DATASET RECORDS:

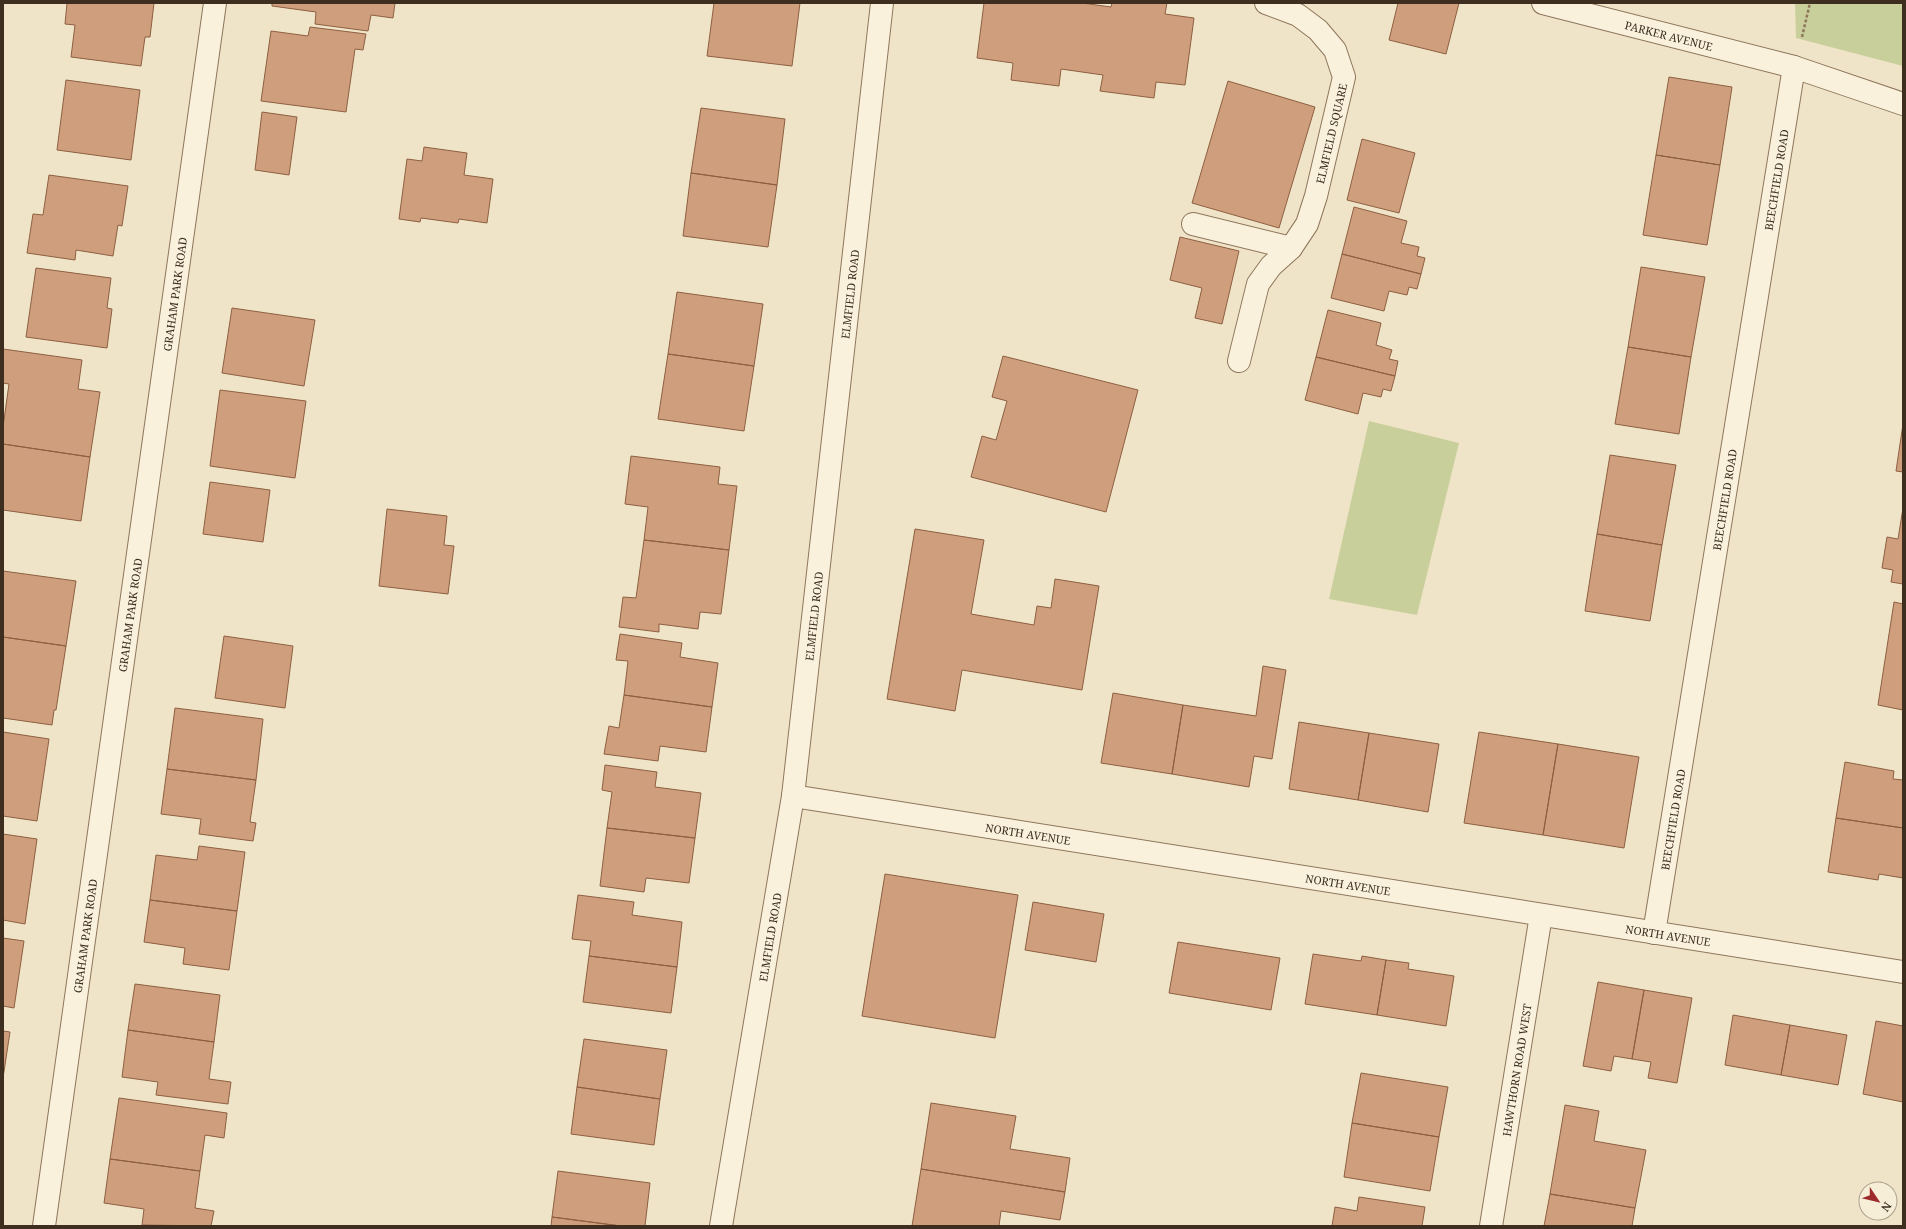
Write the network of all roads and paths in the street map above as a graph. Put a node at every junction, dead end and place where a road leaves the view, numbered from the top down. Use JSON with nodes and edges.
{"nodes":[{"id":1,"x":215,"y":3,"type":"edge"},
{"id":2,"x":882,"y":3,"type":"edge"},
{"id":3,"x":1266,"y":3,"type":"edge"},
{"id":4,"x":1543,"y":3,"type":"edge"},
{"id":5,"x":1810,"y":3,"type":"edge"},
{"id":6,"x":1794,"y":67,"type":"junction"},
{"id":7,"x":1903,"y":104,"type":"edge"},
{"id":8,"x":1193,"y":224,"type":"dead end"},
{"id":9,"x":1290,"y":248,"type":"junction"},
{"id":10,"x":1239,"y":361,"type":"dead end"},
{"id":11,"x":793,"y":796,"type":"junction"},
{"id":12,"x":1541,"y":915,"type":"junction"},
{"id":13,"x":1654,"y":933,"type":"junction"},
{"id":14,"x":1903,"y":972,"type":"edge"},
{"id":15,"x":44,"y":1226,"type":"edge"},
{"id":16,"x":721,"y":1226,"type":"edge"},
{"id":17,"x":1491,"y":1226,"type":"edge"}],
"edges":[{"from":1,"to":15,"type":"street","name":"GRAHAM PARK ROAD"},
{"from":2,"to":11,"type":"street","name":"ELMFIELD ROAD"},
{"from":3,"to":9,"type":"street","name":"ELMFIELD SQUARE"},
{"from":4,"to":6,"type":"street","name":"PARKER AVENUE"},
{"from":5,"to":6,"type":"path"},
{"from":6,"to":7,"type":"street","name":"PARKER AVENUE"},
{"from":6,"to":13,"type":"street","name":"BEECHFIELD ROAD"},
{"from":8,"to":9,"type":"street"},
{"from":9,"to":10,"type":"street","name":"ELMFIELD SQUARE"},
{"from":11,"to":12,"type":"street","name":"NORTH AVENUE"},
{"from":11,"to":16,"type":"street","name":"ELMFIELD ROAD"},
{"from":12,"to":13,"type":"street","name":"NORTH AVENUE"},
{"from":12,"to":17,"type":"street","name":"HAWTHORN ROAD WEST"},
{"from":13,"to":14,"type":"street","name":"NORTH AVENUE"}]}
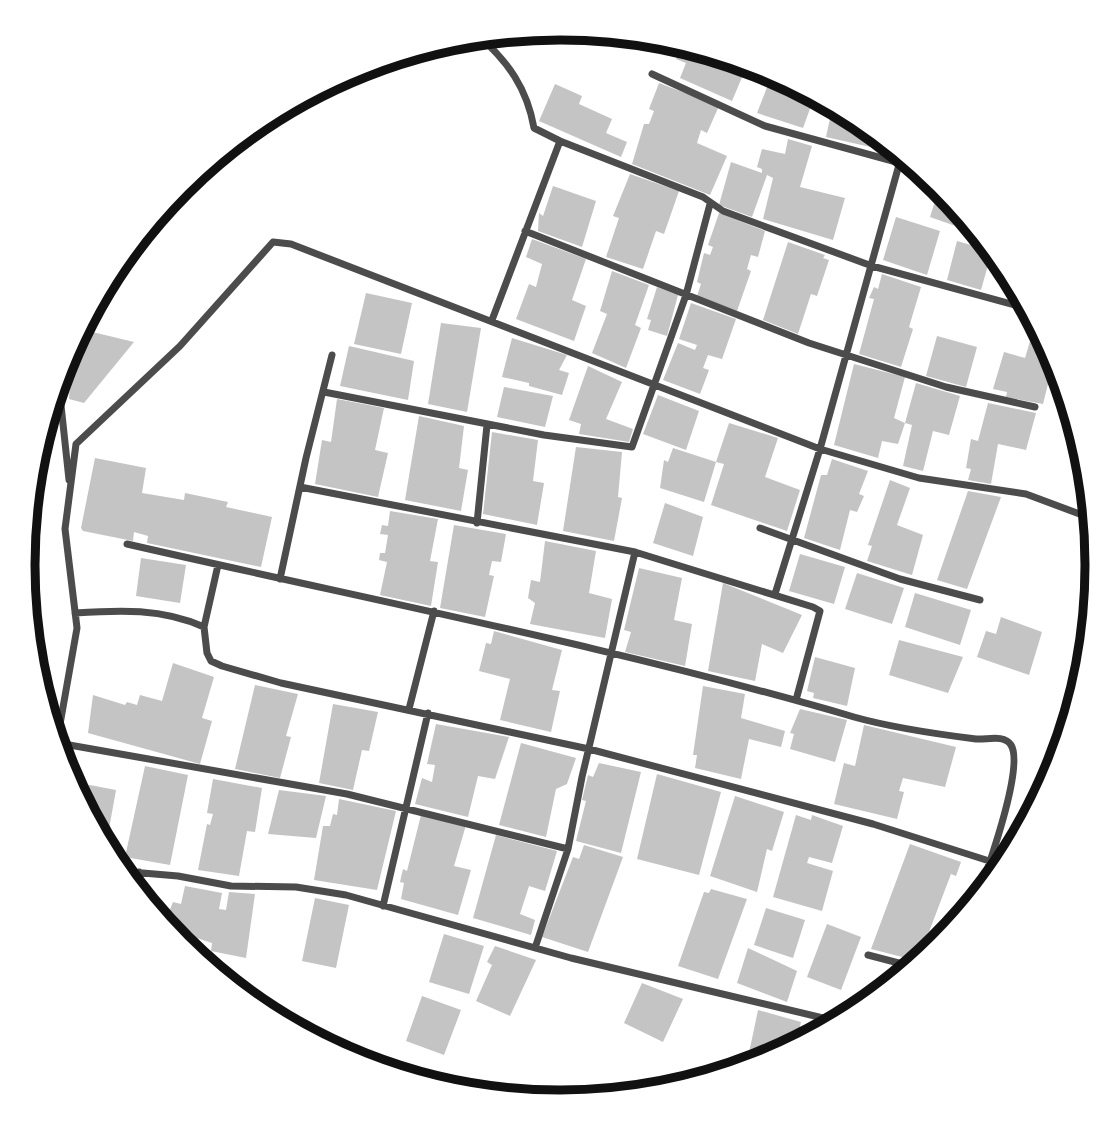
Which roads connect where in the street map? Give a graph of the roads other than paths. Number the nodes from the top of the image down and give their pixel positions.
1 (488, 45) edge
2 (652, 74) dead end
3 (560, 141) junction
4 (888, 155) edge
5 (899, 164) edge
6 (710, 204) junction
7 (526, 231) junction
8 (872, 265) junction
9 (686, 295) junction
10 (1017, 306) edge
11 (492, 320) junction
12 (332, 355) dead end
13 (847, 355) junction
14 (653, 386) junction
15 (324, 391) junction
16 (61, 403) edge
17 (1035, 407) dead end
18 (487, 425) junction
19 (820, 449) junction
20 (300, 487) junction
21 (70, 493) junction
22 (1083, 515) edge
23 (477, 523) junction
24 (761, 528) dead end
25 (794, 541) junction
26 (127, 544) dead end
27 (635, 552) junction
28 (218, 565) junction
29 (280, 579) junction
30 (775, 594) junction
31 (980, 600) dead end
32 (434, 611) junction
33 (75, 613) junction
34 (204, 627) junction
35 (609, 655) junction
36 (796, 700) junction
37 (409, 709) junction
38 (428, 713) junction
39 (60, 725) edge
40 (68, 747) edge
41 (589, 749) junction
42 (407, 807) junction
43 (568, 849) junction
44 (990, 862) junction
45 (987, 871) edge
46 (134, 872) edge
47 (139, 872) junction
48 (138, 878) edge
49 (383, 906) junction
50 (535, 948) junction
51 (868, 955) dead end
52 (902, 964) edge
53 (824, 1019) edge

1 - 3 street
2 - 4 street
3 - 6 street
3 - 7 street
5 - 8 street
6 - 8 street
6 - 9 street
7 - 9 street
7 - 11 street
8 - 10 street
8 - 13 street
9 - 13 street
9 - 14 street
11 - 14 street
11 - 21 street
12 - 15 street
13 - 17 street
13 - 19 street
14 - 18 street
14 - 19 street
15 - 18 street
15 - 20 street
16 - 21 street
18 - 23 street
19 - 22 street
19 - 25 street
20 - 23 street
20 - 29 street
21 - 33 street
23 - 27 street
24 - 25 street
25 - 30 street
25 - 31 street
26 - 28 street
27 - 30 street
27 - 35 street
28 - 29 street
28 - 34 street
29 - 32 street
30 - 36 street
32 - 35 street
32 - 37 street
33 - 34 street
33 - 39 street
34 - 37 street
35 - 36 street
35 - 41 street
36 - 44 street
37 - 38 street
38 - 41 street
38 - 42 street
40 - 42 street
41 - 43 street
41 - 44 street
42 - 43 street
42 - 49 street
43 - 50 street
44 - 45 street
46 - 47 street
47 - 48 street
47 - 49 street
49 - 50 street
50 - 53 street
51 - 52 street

EXERCISE OBJECTIVE: Whenever a line of the records holds the string "where", pick it out and copy it.

TASK RESULT:
Write the network of all roads and paths in the street map above as a graph. Put a node at every junction, dead end and place where a road leaves the view, numbered from the top down. Use JSON with nodes and edges.
Which roads connect where in the street map? Give a graph of the roads other than paths. Number the nodes from the top of the image down and give their pixel positions.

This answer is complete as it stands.